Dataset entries
>>>>

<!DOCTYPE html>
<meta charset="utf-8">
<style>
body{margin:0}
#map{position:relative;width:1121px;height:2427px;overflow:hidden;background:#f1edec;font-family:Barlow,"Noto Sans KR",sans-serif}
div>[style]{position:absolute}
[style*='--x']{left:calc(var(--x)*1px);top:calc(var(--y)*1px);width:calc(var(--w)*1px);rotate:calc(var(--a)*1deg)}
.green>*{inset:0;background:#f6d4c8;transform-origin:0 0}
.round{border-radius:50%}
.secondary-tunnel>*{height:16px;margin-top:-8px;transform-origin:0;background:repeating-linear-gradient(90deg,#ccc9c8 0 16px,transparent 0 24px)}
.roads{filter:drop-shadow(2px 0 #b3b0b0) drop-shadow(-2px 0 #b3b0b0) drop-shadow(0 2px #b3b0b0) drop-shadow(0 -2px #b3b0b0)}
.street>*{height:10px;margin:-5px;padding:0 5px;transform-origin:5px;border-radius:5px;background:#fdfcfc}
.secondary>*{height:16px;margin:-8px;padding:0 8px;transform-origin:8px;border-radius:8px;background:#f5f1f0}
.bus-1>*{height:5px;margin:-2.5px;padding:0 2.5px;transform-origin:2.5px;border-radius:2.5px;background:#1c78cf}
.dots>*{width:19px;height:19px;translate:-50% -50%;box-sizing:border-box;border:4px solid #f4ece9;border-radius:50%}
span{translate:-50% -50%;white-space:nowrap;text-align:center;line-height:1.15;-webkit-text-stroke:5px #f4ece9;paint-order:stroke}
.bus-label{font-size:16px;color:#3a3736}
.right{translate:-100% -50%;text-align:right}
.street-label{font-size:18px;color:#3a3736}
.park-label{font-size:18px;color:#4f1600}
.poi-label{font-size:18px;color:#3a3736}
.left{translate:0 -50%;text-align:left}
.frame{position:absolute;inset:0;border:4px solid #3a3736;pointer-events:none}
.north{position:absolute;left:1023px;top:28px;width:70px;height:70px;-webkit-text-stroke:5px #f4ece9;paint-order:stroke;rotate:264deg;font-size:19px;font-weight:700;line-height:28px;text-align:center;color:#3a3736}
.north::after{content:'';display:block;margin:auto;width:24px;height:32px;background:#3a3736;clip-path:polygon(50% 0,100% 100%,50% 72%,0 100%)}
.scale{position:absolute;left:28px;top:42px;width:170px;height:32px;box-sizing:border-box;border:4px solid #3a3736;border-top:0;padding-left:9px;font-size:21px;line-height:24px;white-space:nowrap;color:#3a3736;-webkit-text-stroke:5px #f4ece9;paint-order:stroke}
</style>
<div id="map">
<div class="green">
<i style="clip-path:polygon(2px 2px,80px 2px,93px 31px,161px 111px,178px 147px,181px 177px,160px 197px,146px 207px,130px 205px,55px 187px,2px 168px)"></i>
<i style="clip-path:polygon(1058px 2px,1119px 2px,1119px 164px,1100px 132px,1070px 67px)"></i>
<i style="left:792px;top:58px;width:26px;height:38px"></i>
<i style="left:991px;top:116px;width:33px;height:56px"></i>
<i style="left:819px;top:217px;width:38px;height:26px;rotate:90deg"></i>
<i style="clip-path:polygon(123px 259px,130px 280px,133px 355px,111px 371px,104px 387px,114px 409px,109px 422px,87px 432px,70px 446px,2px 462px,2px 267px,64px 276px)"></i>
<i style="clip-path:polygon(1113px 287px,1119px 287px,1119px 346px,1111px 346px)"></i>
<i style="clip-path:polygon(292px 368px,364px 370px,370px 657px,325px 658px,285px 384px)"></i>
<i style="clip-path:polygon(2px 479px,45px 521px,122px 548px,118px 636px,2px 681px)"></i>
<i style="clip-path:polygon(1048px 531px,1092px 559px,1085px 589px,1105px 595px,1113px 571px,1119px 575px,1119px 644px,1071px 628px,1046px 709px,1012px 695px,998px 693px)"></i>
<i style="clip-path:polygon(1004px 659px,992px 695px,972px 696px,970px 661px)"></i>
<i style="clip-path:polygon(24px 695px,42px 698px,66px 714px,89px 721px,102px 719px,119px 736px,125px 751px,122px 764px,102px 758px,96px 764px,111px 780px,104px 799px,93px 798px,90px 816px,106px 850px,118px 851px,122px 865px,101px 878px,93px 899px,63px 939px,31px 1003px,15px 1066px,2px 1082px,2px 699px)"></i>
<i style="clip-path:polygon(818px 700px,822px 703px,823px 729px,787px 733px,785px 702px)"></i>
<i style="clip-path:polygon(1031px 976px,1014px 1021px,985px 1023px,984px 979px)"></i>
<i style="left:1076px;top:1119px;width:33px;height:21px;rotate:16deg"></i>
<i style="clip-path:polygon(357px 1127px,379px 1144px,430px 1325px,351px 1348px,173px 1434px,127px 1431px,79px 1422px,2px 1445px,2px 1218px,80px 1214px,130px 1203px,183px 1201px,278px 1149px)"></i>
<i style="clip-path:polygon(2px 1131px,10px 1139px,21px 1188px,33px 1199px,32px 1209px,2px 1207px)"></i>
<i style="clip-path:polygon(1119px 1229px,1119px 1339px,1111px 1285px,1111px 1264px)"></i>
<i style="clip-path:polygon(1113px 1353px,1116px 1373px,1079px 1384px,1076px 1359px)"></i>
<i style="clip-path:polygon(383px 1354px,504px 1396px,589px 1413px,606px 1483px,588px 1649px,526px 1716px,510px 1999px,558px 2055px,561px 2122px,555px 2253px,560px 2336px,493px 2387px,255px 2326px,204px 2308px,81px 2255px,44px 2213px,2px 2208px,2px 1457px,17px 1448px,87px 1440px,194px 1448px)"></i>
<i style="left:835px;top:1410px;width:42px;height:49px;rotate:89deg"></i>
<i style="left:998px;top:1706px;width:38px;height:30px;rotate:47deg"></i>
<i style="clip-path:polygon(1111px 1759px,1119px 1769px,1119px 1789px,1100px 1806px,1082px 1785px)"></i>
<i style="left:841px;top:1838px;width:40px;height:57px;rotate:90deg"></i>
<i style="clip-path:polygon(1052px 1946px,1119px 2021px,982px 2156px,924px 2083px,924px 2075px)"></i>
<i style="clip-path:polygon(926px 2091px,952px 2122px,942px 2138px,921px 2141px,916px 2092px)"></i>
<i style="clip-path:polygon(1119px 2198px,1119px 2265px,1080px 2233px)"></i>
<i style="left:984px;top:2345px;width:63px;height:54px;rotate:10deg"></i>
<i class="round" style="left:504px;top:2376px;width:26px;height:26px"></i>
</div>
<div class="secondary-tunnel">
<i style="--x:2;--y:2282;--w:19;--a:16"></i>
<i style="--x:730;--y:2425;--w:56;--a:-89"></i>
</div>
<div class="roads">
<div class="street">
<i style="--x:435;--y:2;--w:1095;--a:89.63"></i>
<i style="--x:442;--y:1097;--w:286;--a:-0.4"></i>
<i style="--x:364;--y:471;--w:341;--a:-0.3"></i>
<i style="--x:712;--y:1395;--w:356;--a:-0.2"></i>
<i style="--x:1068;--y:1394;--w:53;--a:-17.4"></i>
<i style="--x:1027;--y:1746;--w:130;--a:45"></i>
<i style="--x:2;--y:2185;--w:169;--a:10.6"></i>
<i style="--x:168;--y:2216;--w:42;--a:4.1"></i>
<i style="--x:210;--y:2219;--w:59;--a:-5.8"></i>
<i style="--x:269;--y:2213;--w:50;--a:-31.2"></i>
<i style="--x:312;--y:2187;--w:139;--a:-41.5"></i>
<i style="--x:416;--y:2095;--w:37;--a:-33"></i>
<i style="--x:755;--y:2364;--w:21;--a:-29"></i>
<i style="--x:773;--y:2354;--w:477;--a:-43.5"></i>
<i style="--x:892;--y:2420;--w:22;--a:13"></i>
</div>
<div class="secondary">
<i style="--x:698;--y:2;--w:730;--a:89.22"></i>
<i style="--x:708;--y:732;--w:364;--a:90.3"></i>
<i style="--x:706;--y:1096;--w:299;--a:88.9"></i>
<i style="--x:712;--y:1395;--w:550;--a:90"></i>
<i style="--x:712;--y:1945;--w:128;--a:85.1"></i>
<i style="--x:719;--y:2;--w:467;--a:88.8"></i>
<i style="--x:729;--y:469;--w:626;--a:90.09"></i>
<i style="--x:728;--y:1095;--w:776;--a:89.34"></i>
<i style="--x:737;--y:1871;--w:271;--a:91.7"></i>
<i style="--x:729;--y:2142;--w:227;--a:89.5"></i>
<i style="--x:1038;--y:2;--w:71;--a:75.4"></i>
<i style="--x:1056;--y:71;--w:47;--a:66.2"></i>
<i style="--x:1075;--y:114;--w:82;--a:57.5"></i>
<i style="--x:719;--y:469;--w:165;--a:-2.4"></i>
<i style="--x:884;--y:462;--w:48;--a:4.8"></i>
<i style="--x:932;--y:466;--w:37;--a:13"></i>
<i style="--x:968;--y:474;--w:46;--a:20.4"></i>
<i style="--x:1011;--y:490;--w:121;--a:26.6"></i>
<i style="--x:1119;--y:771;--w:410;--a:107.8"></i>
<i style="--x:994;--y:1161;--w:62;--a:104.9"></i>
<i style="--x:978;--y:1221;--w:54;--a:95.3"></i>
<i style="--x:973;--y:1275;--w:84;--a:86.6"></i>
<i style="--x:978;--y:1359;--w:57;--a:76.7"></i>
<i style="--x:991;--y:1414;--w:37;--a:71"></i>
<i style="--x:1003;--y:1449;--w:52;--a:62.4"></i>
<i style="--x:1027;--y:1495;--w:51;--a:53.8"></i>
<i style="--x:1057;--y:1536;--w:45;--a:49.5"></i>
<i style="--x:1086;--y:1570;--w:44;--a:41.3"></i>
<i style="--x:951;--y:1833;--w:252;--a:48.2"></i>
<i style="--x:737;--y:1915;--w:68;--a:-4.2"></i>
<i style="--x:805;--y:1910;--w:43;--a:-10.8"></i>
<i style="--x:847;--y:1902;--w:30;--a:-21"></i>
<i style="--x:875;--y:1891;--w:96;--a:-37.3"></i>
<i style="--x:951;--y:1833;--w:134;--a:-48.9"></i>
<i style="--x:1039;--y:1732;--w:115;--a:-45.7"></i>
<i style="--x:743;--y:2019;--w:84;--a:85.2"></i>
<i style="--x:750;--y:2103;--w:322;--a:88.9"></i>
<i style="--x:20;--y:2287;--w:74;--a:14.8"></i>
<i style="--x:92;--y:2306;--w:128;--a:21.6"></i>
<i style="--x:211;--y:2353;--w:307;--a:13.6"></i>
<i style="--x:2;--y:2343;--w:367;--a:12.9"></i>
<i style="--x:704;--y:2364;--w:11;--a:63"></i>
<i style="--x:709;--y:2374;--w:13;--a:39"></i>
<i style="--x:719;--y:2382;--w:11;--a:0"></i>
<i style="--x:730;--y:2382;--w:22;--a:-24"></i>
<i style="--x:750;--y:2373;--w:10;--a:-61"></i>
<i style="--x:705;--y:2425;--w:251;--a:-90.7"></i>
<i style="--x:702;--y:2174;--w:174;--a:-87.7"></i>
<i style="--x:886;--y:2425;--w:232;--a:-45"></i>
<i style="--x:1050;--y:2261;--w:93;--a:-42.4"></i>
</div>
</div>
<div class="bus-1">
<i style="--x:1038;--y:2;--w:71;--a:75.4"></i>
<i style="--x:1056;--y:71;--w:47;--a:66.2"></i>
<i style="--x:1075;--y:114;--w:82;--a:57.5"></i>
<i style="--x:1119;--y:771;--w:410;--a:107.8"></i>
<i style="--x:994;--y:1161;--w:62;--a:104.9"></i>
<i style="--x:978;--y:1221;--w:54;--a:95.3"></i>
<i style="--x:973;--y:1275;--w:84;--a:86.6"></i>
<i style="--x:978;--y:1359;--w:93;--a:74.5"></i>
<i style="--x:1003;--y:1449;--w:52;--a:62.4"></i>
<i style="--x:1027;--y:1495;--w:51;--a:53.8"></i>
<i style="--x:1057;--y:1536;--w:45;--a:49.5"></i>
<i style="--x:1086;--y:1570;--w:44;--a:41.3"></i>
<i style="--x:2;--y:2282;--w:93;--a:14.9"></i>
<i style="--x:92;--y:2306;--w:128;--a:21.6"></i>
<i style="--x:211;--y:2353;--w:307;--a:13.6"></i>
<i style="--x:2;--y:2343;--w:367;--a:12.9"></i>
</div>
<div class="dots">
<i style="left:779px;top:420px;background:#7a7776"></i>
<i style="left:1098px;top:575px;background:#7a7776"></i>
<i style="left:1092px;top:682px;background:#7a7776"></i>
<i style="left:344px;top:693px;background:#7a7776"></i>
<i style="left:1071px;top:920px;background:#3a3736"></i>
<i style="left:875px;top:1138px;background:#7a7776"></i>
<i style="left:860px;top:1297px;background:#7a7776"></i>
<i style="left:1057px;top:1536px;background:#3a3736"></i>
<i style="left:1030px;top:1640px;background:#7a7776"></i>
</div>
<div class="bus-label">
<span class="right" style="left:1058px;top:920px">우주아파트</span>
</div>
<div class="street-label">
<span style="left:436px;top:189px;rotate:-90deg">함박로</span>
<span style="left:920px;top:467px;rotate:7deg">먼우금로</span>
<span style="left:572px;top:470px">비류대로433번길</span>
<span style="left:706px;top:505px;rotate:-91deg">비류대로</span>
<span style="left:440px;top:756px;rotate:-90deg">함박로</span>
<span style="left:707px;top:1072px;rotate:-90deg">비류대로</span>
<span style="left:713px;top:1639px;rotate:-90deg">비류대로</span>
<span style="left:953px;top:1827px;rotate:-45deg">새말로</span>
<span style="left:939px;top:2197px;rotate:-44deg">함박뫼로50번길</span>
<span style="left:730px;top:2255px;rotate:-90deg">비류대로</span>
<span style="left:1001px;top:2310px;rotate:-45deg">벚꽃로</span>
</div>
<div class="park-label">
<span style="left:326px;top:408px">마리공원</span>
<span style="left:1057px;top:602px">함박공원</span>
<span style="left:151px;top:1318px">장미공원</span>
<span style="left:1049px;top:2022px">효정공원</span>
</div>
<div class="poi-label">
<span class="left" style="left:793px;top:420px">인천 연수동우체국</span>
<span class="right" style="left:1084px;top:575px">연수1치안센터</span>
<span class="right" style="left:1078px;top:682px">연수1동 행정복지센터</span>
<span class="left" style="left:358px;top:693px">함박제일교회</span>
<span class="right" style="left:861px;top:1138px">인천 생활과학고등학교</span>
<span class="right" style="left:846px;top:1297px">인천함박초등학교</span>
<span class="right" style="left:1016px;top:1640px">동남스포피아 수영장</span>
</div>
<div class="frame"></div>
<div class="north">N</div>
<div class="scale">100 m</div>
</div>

<<<<

* [What to produce] Scan the data above and copy every line with "green" in it.

* [Exercise output]
.green>*{inset:0;background:#f6d4c8;transform-origin:0 0}
<div class="green">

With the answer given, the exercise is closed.